Debt sales have long been used by lenders and other creditors seeking to recover value from overdue accounts that are unlikely to be collected in full through standard servicing. In a typical sale, portfolios are sold to specialist buyers at a discount, with pricing shaped by assumptions about future recoveries, legal risks and operating costs.

That process can create trade-offs for original creditors. Once a portfolio is sold, the buyer usually takes over collection activity, which can mean changes in communications, servicing practices and compliance oversight. Release is designed to avoid that shift by using data generated during the existing collection relationship and keeping the operational model in place.

Founder and CEO Josh Foreman said the new product addresses a long-running issue in the market.

“Organisations managing later-stage portfolios have been underserved by the options available to them. Traditional debt sale works, but it comes with real operational, regulatory and experiential costs,” Foreman said.

He added, “Release gives our clients a better path, one grounded in the data we already hold, without the complexity of introducing new counterparties. It further expands on the infrastructure layer we have been building, and the early results have been outstanding.”

Broader push

InDebted operates in seven markets and works with banks, fintechs, buy now, pay later providers, utilities and government organisations. Founded in Australia in 2016, it says it now has more than 300 employees globally.

The company has been building a broader collections platform spanning early-stage engagement through to late-stage recovery. Release extends that approach into a part of the debt market that has traditionally sat outside ongoing collections management and instead been handled through one-off portfolio sales.

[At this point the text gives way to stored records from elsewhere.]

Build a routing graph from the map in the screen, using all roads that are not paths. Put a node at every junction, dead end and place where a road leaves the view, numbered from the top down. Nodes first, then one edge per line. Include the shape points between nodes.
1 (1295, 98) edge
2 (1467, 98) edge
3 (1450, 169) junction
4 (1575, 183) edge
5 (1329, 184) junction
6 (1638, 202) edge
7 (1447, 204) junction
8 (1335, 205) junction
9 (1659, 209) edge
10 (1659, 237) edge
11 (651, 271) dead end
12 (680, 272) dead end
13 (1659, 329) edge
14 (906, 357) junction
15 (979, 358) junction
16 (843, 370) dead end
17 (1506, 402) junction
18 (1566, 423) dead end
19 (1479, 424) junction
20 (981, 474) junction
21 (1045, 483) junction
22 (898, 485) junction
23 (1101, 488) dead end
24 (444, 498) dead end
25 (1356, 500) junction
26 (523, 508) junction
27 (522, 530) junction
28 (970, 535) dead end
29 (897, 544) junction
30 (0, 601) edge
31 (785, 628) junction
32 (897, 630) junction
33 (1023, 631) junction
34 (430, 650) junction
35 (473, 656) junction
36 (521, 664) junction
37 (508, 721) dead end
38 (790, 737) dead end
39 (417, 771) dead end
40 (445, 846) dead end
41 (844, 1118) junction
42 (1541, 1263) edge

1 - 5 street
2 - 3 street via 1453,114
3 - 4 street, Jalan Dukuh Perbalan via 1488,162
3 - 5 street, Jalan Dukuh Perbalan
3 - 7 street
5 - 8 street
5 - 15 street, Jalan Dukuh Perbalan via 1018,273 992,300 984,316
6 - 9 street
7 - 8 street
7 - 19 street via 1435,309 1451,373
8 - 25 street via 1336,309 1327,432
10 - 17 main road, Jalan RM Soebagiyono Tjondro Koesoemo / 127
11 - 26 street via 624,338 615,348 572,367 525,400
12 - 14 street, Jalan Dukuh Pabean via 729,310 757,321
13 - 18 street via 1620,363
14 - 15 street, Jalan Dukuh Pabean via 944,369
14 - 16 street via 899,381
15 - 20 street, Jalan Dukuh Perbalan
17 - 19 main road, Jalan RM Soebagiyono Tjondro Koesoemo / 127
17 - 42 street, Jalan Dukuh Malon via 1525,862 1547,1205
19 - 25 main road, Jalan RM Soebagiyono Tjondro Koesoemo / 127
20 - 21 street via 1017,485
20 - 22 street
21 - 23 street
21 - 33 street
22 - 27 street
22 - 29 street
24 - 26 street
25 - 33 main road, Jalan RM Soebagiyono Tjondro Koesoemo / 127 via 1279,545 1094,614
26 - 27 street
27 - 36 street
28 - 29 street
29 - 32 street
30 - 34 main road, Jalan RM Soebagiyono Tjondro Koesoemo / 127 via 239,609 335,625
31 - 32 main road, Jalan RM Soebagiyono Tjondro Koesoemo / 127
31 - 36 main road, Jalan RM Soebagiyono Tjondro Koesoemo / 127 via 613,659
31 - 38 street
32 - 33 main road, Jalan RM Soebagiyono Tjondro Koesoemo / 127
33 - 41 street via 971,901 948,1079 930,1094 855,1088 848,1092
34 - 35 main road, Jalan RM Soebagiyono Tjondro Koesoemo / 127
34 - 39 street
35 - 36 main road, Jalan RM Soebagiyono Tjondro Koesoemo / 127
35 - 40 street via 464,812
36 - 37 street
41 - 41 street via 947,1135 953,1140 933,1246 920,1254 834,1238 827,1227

That matters for clients with large books of overdue accounts across several jurisdictions, where changes in servicers or debt owners can add operational and regulatory complexity. By limiting Release to portfolios already managed through Collect, InDebted ties the transfer mechanism closely to its existing client base and data set.

The launch also points to a broader shift in collections technology, as providers seek to combine servicing, analytics and compliance management in a single operating model. InDebted’s argument is that a common infrastructure can produce more consistent treatment of accounts across the collections lifecycle, including when creditors seek to extract value from older debt.

Release is available only to existing clients using Collect and is backed by dedicated capital partners rather than InDebted’s own balance sheet.